Scan the records below for the line containing "pinky tip: (394, 248)" and the line containing "middle pip: (462, 259)". Copy both, plus every line between, exactly.

THE INPUT Start Marker

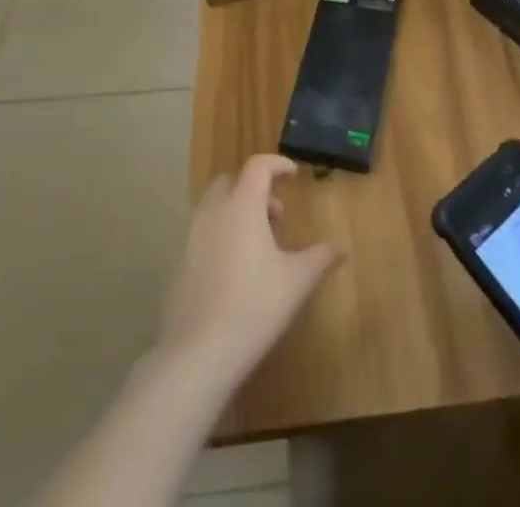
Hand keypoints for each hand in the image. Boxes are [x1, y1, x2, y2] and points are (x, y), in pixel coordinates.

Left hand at [157, 155, 339, 386]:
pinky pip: (202, 234)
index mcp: (242, 205)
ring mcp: (191, 238)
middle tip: (275, 215)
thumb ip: (320, 258)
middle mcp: (214, 213)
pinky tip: (235, 272)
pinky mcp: (179, 264)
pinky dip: (221, 236)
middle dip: (254, 189)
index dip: (277, 164)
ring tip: (258, 245)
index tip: (293, 175)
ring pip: (214, 207)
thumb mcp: (297, 282)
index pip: (258, 166)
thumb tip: (340, 249)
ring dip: (236, 212)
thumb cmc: (254, 307)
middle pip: (231, 181)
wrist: (198, 354)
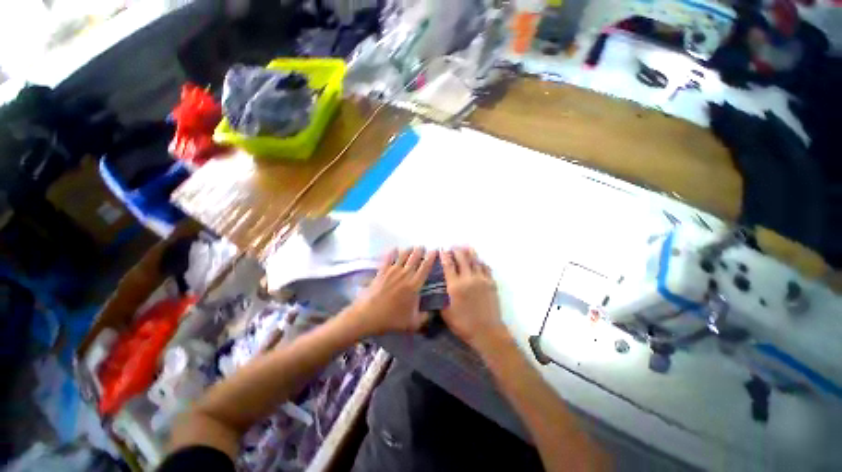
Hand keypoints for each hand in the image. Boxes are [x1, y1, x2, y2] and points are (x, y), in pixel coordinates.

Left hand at [344, 247, 435, 336]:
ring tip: (412, 247)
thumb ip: (425, 317)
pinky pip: (388, 258)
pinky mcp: (381, 271)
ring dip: (409, 250)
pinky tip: (394, 248)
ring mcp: (392, 271)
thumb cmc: (391, 319)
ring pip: (403, 255)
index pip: (425, 267)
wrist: (368, 315)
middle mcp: (405, 274)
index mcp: (414, 285)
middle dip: (420, 250)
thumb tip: (433, 312)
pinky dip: (392, 252)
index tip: (435, 251)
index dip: (431, 258)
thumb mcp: (412, 323)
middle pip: (414, 258)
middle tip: (423, 247)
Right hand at [439, 248, 508, 350]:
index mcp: (455, 286)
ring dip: (469, 253)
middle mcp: (468, 278)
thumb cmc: (464, 324)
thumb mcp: (446, 314)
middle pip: (462, 259)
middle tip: (453, 247)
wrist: (487, 331)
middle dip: (457, 251)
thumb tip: (437, 293)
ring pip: (475, 261)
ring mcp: (481, 279)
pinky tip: (479, 261)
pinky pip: (486, 268)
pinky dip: (481, 262)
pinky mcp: (491, 283)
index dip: (444, 256)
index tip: (442, 249)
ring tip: (466, 248)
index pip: (448, 265)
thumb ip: (441, 300)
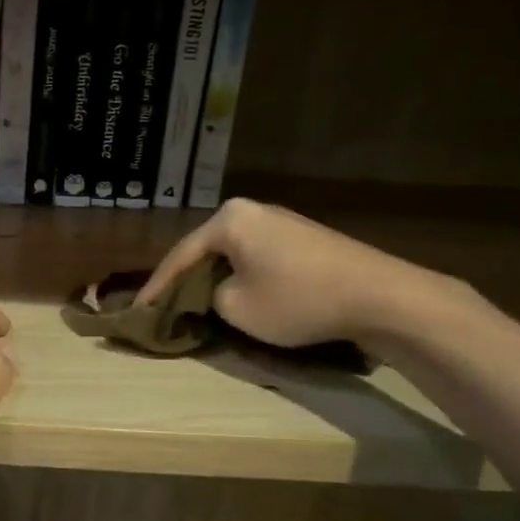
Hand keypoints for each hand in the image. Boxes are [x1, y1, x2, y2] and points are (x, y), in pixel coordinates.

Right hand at [137, 198, 438, 348]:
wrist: (381, 296)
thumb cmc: (298, 299)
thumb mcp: (236, 308)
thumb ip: (209, 297)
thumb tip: (214, 292)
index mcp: (229, 219)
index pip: (180, 255)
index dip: (157, 287)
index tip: (138, 310)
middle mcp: (253, 211)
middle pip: (205, 249)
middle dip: (185, 279)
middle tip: (163, 305)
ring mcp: (281, 222)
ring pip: (232, 253)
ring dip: (214, 279)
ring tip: (195, 303)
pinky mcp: (304, 239)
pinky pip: (257, 257)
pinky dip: (241, 277)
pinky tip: (237, 295)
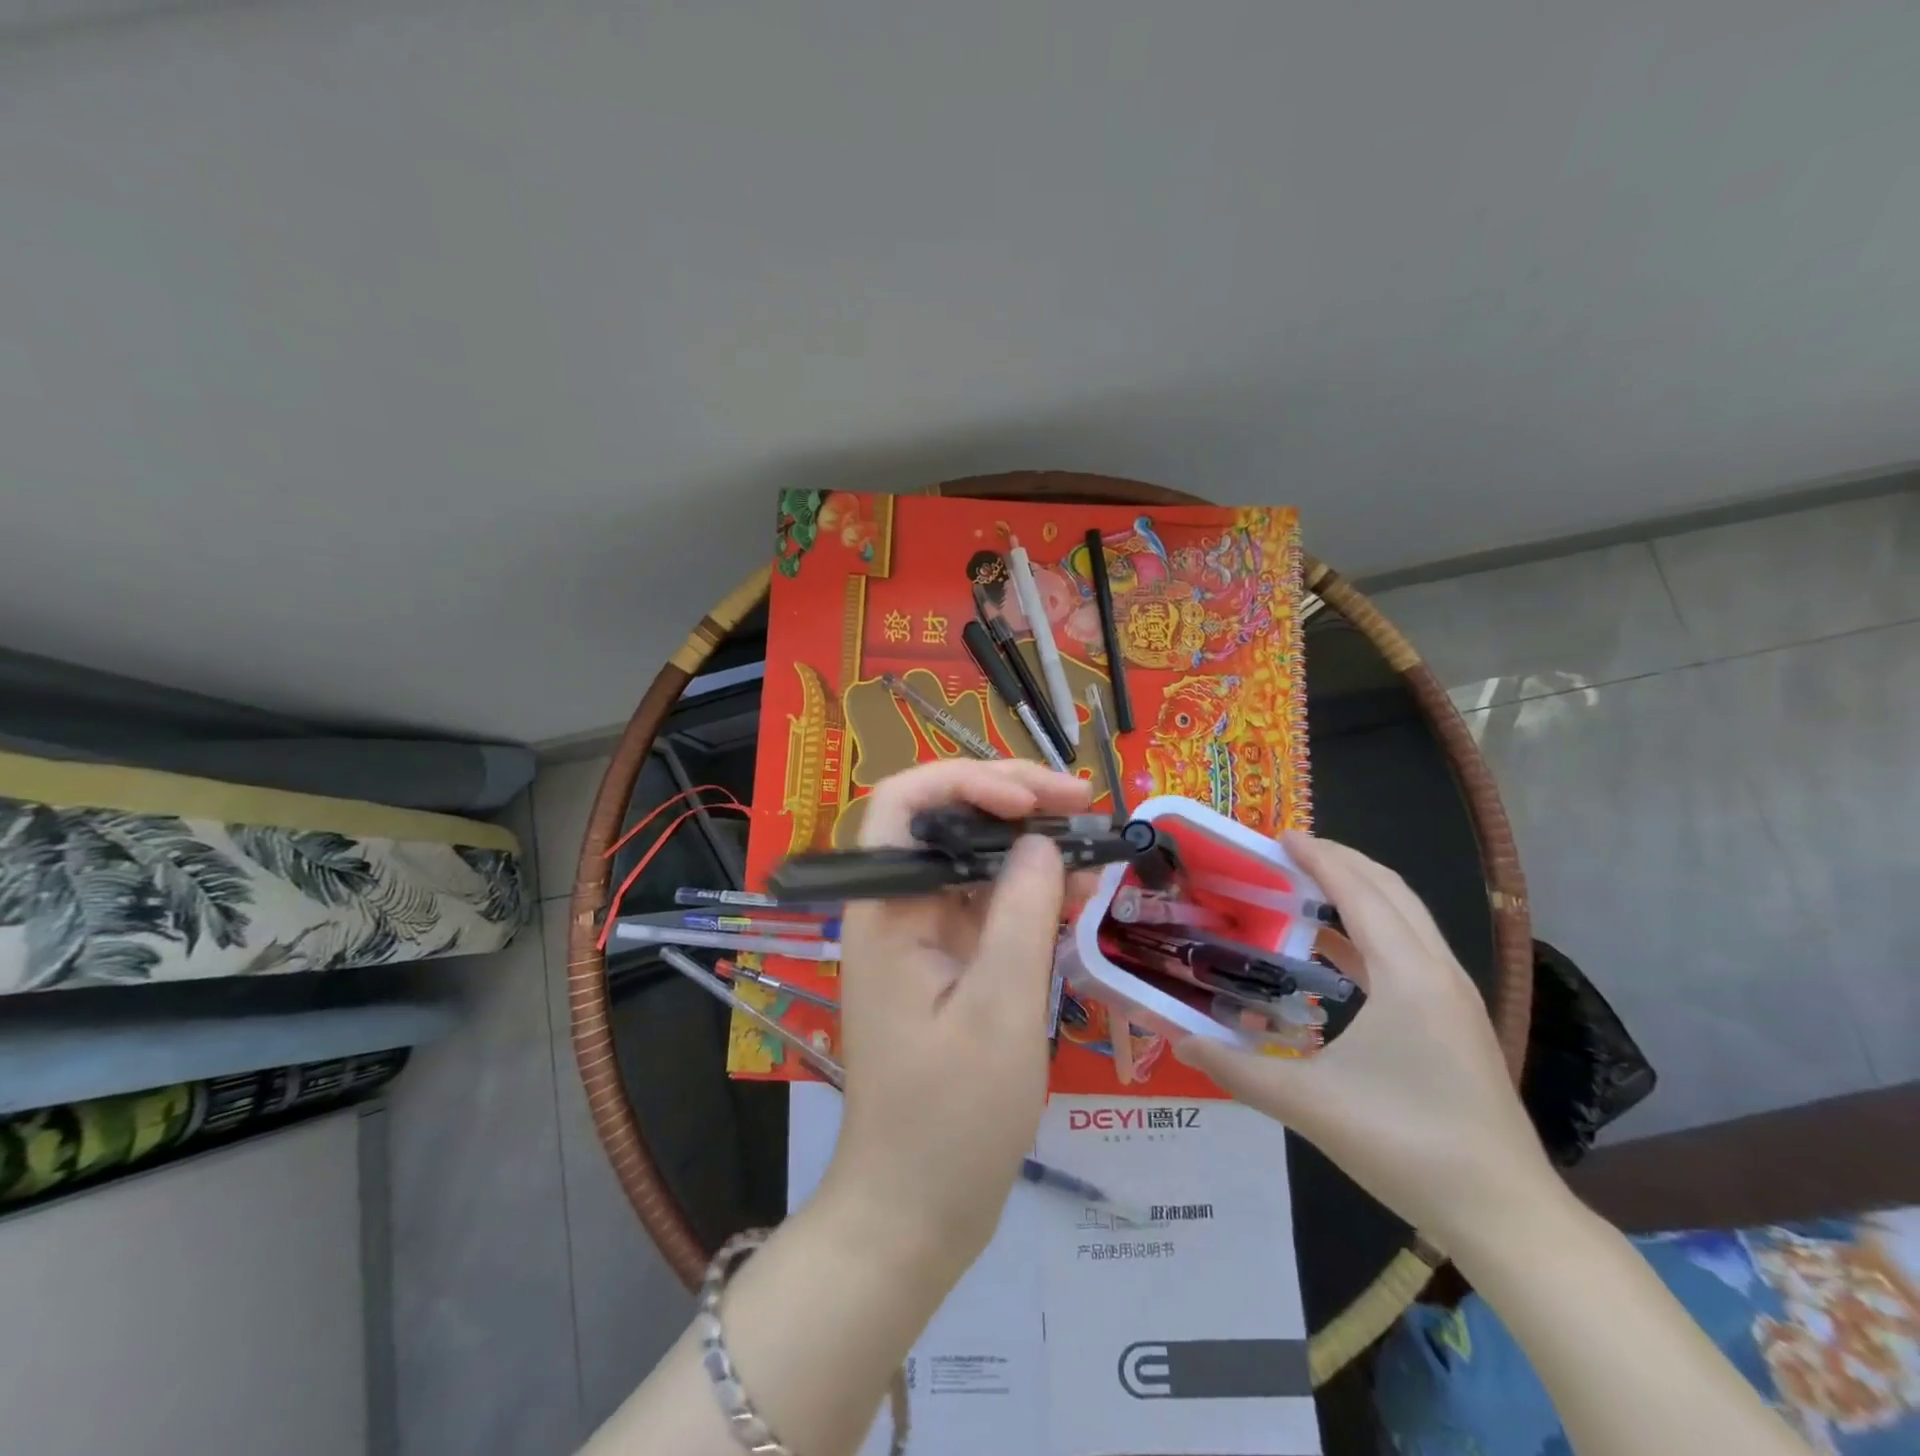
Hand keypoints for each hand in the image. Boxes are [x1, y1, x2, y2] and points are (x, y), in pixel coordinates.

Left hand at [821, 759, 1091, 1262]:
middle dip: (1013, 801)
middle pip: (946, 821)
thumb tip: (1043, 840)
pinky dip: (1033, 893)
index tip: (1032, 801)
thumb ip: (1021, 913)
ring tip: (1097, 844)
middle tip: (1083, 801)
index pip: (904, 803)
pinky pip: (990, 905)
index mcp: (886, 910)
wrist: (916, 1210)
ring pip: (975, 860)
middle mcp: (898, 909)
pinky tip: (1080, 891)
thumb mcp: (999, 1010)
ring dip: (1033, 845)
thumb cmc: (951, 1119)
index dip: (965, 780)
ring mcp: (924, 935)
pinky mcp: (949, 962)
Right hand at [1175, 833, 1553, 1246]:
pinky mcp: (1455, 1019)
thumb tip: (1178, 1041)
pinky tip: (1334, 950)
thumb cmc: (1406, 1145)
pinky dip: (1370, 929)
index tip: (1279, 836)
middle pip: (1391, 890)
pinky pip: (1409, 948)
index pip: (1359, 892)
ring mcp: (1453, 995)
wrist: (1504, 1213)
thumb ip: (1237, 1069)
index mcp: (1407, 976)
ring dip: (1359, 891)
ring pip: (1406, 917)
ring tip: (1306, 886)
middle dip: (1341, 861)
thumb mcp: (1309, 1105)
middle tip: (1288, 852)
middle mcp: (1436, 971)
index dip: (1319, 858)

THE INPUT End Marker

_TASK RESPONSE_.
pinky tip: (394, 248)
ring mcp: (392, 271)
thumb cmc: (391, 319)
ring pip: (403, 255)
index pip: (425, 267)
wrist: (368, 315)
middle mcp: (405, 274)
index mcp: (414, 285)
middle dip: (420, 250)
thumb tip: (433, 312)
pinky dip: (392, 252)
index tip: (435, 251)
index dip: (431, 258)
thumb mcp: (412, 323)
middle pip: (414, 258)
middle tip: (423, 247)
Right hand at [439, 248, 508, 350]:
index mcp: (455, 286)
ring dip: (469, 253)
middle mcp: (468, 278)
thumb cmc: (464, 324)
thumb mcp: (446, 314)
middle pip: (462, 259)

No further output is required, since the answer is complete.